Philippa explains: “It is important to realise this is not therapy – no one shares emotional traumas or experience. But what is essential to the course is that people share their experience – it is fundamental to discover we all have the same neurotic minds. We all share these basic human sufferings.”

Recently, Huw launched a free App (search: Calm Mind in the App store) around his teaching, to support his clients and to provide everyone with the opportunity to build mindfulness into their lives. Huw believes that if he can get one million people to download the free app then he will be able to change the world in just a few generations. (Watch Huw’s video, filmed in Bath, to find out more: http://www.mindfulnessbraintraining.com.)

“I want to make a series of apps focused on children, then we can transform the world in three generations. Imagine a calmer. More kind. Happier and compassionate human race…now that would be a gift to give our grandchildren.”

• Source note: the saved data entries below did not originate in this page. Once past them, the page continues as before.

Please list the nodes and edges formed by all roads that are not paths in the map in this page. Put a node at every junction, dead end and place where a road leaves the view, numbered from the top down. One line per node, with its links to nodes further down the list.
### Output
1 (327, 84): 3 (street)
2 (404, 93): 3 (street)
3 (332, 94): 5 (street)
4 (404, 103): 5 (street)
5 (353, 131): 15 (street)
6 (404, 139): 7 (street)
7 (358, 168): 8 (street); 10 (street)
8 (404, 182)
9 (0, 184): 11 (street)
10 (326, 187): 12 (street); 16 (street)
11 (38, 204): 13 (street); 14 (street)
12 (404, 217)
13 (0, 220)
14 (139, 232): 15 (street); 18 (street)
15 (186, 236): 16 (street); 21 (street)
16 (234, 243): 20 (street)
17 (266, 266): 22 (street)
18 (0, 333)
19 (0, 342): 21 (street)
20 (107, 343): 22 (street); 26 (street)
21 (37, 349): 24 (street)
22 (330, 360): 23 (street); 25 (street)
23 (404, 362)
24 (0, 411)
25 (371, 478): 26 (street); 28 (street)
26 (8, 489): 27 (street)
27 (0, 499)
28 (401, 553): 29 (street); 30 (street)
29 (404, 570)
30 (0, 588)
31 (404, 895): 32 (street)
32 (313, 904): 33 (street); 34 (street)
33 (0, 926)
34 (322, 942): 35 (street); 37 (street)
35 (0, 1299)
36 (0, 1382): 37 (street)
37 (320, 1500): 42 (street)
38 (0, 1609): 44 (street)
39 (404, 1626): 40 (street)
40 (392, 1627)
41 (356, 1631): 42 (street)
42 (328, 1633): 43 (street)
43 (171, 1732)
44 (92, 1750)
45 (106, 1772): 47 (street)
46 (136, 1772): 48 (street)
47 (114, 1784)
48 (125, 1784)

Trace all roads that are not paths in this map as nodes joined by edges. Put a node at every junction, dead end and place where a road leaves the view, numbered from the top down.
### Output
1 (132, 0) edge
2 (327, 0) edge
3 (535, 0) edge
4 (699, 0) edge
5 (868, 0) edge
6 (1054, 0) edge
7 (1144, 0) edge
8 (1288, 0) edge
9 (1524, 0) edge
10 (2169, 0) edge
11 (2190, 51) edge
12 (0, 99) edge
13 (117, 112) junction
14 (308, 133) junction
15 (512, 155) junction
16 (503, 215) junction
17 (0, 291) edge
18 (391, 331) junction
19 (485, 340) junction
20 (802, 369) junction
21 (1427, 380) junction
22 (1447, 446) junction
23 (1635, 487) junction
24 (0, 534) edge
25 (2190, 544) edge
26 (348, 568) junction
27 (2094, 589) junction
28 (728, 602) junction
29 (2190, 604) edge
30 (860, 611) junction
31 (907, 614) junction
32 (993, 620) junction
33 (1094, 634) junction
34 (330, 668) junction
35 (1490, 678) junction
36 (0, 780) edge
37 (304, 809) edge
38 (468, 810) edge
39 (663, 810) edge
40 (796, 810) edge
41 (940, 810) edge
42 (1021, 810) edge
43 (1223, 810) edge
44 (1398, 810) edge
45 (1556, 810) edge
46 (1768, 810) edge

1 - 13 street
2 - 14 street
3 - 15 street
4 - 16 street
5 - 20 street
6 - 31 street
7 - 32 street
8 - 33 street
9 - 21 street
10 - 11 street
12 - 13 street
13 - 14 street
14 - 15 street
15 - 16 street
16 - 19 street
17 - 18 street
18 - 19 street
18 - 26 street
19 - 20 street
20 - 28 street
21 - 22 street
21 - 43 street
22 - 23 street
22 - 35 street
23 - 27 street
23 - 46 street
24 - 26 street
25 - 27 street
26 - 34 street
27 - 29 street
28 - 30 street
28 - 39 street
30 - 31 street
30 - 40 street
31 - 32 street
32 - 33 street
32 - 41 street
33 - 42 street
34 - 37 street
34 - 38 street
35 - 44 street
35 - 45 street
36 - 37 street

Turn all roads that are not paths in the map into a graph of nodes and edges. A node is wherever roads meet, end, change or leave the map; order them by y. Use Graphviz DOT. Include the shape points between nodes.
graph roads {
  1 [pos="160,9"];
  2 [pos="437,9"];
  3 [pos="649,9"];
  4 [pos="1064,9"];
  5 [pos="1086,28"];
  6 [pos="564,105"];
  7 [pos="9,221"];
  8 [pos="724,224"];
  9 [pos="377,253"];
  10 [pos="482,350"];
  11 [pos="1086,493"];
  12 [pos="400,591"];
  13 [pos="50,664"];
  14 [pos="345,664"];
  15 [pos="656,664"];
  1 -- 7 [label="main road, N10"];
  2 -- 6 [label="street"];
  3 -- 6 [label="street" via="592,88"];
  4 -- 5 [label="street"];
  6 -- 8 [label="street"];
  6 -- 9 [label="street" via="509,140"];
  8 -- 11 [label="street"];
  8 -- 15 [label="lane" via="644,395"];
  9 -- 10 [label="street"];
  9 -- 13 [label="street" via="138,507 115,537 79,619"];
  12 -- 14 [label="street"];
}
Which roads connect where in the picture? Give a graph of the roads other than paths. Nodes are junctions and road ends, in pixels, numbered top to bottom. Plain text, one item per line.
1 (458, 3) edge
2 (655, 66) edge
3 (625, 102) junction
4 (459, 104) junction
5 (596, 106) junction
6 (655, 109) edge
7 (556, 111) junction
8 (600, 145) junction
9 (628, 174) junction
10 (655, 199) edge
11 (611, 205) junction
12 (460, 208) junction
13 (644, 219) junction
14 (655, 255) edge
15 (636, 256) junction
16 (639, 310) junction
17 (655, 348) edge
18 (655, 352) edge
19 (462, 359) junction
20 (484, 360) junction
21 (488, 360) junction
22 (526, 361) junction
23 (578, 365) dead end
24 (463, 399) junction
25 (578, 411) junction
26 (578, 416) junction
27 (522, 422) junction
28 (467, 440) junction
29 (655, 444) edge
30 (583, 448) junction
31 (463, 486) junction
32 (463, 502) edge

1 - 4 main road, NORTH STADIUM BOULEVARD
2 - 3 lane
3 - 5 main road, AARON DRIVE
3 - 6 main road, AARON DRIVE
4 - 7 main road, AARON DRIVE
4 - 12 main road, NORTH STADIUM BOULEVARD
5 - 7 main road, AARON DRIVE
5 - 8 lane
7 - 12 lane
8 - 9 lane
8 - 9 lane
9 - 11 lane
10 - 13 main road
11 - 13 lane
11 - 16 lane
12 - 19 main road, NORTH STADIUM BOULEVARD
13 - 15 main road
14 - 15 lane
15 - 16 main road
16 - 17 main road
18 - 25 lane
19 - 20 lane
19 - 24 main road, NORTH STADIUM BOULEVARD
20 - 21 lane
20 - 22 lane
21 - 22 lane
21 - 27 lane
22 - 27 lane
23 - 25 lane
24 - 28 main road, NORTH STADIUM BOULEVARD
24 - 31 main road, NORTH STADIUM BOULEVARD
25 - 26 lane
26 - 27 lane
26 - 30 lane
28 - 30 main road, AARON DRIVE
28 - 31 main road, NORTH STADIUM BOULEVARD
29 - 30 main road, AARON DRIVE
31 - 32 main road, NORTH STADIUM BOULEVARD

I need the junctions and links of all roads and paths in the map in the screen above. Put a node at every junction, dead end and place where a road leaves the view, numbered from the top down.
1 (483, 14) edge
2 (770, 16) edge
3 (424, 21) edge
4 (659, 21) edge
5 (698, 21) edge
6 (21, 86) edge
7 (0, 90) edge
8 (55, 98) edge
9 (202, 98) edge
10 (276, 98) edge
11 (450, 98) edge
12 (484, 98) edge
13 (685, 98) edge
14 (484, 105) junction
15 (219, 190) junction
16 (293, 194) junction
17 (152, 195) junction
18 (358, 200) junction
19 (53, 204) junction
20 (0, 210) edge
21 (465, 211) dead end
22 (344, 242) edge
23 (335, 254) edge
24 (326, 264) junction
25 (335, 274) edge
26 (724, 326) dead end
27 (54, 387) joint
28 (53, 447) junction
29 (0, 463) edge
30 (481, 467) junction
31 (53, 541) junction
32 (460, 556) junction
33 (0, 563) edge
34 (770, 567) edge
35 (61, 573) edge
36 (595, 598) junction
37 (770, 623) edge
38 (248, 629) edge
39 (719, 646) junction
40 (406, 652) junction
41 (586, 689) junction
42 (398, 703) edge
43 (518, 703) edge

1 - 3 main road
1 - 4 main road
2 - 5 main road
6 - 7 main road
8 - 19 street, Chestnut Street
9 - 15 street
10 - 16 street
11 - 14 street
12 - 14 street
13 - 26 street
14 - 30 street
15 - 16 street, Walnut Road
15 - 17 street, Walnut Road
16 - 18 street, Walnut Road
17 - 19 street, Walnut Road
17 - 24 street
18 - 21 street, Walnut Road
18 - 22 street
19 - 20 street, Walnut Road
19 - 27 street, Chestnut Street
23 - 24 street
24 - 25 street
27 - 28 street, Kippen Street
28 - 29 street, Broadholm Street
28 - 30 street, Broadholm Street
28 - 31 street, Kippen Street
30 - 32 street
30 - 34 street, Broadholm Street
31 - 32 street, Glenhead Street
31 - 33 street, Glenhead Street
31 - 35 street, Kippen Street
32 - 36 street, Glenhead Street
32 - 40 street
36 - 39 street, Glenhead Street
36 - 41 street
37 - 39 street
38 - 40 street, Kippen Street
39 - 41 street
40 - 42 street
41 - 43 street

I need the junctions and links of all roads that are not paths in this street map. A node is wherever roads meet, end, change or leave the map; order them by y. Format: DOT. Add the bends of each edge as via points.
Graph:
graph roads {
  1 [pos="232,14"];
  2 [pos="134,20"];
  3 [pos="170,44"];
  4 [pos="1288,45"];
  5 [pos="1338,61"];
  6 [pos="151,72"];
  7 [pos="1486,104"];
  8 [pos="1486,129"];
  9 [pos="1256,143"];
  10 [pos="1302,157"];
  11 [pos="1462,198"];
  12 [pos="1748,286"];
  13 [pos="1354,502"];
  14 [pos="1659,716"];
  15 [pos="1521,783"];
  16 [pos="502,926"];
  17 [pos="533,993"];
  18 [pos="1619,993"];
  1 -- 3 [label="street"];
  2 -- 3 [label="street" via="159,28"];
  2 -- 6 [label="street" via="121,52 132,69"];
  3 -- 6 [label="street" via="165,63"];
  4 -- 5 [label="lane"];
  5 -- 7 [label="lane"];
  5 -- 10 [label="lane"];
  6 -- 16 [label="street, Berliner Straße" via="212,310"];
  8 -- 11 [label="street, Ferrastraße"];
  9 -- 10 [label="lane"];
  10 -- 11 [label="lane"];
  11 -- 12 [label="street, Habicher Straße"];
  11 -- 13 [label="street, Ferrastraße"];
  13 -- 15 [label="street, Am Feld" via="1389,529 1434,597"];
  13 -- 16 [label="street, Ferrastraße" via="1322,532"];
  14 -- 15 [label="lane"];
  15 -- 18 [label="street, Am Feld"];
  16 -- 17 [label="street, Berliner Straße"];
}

That, Huw, would indeed be the ultimate gift.

 

Find out more about Mindfulness Courses in Bath:

Huw Griffths, Mindfulness Bath: www.mindfulnessbath.co.uk

Philippa Vicks & Nigel Wellings: www.bath-bristol-mindfulness-courses.co.uk

Nigel Wellings Books on Meditation: http://www.whycantimeditate.com

The Well Being College Bath: www.wellbeingcollegebath.co.uk

http://www.themindfulschool.co.uk

Extract, from Nigel Wellings Book, Why Can’t I Meditate:

Calming our Restless Minds – Just five breaths

Rest your attention on your breath and simply follow it as you breath in and out for five breaths. Let the breath be as relaxed as possible, so you can feel that it breathes itself in and out without you having to do anything to help. It may naturally slow and deepen, but this is its job, not yours. And stick to just five breaths for the moment – resist doing more.